On Mon, Jan 30, 2023 at 10:20 AM G. Branden Robinson <> wrote:

> Hi Blake,
> At 2023-01-30T09:28:50-0600, Blake McBride wrote:
> > I have been using the default groff fonts for many happy years.
> > However, I need to produce a document with a machine-generated
> > signature.  There are plenty of adequate signature fonts out there.
> > However, I do not know how to make groff use them.
> >
> > I downloaded a font.  It came with files with the .otf, .ttf, .woff,
> > and .woff2 extensions.  What are the exact steps I need to use to use
> > them in a groff/mm document?  (I only want one line to use the special
> > font.  The rest of the document can use the regular groff fonts.)
> The first thing to do is to make the font visible to the output driver,
> which will probably be "ps" or "pdf".
> Here are some instructions from the grops(1) page in groff Git.
>   TrueType and other font formats
>     TrueType fonts can be used with grops if converted first to Type 42
>     format, a PostScript wrapper equivalent to the PFA format described
>     in pfbtops(1).  Several methods exist to generate a Type 42 wrapper;
>     some of them involve the use of a PostScript interpreter such as
>     Ghostscript—see gs(1).
>     One approach is to use FontForge, a font editor that can convert
>     most outline font formats.  Here’s an example of using the Roboto
>     Slab Serif font with groff.  Several variables are used so that you
>     can more easily adapt it into your own script.

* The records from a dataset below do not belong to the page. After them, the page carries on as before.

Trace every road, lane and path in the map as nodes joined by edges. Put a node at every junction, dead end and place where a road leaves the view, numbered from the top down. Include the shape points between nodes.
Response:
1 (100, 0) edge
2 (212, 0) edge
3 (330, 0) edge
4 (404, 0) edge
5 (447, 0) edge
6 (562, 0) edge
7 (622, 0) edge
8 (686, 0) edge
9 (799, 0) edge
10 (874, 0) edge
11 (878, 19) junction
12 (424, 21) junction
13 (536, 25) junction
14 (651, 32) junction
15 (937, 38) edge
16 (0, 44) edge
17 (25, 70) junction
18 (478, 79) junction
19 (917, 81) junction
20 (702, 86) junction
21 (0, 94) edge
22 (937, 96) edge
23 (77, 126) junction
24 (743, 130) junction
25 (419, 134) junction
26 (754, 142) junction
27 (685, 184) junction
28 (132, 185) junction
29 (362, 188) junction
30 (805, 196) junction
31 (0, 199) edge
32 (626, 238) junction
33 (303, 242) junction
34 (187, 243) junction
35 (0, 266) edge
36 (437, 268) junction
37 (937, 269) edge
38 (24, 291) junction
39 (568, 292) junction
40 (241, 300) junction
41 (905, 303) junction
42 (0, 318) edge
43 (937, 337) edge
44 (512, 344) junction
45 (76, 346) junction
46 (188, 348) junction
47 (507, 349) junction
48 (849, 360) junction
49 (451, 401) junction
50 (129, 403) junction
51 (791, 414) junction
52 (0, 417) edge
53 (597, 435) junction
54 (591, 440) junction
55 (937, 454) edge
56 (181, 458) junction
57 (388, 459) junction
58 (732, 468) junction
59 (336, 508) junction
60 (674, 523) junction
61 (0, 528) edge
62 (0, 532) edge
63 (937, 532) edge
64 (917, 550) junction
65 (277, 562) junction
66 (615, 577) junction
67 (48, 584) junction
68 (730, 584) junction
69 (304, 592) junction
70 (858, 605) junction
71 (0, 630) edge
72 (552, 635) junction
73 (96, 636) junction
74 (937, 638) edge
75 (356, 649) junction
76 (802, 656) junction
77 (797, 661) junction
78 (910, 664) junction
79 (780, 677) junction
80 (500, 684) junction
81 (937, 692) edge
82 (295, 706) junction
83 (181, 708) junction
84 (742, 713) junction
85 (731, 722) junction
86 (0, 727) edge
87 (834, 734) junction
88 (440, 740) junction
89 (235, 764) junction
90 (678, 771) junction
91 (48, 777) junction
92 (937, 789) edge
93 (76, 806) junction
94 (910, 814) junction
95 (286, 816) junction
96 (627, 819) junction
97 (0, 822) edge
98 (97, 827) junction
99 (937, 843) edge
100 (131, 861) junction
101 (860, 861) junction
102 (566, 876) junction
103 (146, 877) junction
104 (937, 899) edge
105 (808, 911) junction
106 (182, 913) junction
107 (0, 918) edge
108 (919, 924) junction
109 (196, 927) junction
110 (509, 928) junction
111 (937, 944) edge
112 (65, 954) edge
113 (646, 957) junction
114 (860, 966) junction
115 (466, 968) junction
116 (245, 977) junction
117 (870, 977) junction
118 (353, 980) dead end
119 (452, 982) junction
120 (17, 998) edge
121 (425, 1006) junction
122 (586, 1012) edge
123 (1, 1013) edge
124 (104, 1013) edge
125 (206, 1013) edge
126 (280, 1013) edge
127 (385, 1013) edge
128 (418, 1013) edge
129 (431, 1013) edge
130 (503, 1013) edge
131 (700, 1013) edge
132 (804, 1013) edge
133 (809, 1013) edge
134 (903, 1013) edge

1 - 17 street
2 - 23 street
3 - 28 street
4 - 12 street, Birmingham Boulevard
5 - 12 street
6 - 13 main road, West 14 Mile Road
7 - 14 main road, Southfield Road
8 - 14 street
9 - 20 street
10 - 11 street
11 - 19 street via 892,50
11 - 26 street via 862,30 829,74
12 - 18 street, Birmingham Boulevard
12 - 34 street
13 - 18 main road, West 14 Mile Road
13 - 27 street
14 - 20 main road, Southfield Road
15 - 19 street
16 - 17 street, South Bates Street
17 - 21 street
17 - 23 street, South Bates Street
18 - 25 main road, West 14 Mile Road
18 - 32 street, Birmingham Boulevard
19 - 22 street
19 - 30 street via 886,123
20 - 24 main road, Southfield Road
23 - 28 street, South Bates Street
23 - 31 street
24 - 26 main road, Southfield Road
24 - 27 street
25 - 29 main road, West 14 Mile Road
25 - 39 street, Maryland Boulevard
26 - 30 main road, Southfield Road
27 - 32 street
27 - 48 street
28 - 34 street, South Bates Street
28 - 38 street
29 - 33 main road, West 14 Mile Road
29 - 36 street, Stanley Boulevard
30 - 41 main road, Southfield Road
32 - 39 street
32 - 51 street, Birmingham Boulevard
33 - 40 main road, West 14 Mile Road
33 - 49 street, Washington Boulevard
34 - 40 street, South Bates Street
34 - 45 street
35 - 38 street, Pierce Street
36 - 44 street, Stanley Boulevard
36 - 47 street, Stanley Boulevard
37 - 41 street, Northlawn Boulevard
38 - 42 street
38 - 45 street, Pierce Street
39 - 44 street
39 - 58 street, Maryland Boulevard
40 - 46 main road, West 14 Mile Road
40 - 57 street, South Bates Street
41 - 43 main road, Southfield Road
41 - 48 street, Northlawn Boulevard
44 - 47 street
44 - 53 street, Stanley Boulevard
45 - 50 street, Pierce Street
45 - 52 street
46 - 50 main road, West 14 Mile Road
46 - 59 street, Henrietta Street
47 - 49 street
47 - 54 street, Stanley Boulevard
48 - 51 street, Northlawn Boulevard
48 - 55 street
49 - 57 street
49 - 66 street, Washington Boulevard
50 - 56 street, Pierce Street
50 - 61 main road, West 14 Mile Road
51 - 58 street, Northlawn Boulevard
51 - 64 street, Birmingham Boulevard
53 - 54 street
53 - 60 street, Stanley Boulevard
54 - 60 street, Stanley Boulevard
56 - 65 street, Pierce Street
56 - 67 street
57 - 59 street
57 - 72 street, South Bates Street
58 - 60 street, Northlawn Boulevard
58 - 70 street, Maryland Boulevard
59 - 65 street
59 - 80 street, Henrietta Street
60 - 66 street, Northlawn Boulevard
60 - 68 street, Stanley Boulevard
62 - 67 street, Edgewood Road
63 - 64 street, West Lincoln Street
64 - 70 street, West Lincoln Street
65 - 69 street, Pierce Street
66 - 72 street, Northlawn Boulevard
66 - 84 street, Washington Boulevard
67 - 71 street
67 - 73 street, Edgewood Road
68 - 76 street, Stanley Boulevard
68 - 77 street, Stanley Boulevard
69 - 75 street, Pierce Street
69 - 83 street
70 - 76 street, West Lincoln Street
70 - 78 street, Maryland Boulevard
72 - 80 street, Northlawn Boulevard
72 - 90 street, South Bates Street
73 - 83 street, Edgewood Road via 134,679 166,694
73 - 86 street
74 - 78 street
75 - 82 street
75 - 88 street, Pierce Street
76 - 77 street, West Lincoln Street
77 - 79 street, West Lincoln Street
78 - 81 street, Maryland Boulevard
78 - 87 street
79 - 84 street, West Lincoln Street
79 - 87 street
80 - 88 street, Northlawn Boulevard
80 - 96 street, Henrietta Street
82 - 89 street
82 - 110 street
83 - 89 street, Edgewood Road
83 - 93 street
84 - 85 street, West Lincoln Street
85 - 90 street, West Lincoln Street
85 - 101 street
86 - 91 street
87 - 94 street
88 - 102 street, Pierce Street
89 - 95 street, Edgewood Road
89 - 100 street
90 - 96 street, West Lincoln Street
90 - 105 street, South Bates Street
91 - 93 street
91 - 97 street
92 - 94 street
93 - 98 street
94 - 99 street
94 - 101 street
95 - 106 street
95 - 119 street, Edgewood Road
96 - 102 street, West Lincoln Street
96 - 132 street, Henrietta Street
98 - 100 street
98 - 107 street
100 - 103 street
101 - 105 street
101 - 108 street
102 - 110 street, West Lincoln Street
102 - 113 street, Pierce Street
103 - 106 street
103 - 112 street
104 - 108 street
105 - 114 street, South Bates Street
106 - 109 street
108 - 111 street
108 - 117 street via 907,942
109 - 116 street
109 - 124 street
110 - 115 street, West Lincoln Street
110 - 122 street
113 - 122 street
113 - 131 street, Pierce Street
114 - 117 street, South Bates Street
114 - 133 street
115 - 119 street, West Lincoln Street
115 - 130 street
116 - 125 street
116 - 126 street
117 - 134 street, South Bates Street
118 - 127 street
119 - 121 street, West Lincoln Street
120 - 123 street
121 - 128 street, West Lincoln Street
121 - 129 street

>         MAP=/usr/local/share/groff/1.23.0/font/devps/generate/
>         TTF=/usr/share/fonts/truetype/roboto/slab/RobotoSlab-Regular.ttf
>         BASE=$(basename "$TTF")
>         INT=${BASE%.ttf}
>         PFA=$INT.pfa
>         AFM=$INT.afm
>         GFN=RSR
>         DIR=$HOME/.local/groff/font
>         mkdir -p "$DIR"/devps
>         fontforge -lang=ff -c "Open(\"$TTF\");\
>         Generate(\"$DIR/devps/$PFA\");"
>         afmtodit "$DIR/devps/$AFM" "$MAP" "$DIR/devps/$GFN"
>         printf "$BASE\t$PFA\n" >> "$DIR/devps/download"
>     fontforge and afmtodit may generate warnings depending on the
>     attributes of the font.  The test procedure is simple.
>         printf ".ft RSR\nHello, world!\n" | groff -F "$DIR" >
>     Once you’re satisfied that the font works, you may want to generate
>     any available related styles (for instance, Roboto Slab also has
>     “Bold”, “Light”, and “Thin” styles) and set up GROFF_FONT_PATH in
>     your environment to include the directory you keep the generated
>     fonts in so that you don’t have to use the -F option.
> Ensure that you do the test procedure shown, before worrying about macro
> package integration.
> Once this works (please reply to the list if it doesn't), the mm usage
> issue can be tackled.
> > I need to produce a document with a machine-generated signature.
> In mm this requires some context.  Are you using one of the memorandum
> types ("MT") or one of the letter formats ("LT")?  If so I'll have do
> some digging, because the signature line is automatically printed and
> I'll need to work up a recommendation for how to override that cleanly
> (or someone who's more of an mm expert than I am may have ideas).
> If not, and you're outputting the signature line like any other
> formatted text, it should be straightforward.
> Put in a line like this.
> \f[YOURNEWFONT]Blake McBride\f[]
> ...where YOURNEWFONT is the groff name you have given to the font you
> installed using the procedure above.
> Let us know if this helps, or doesn't.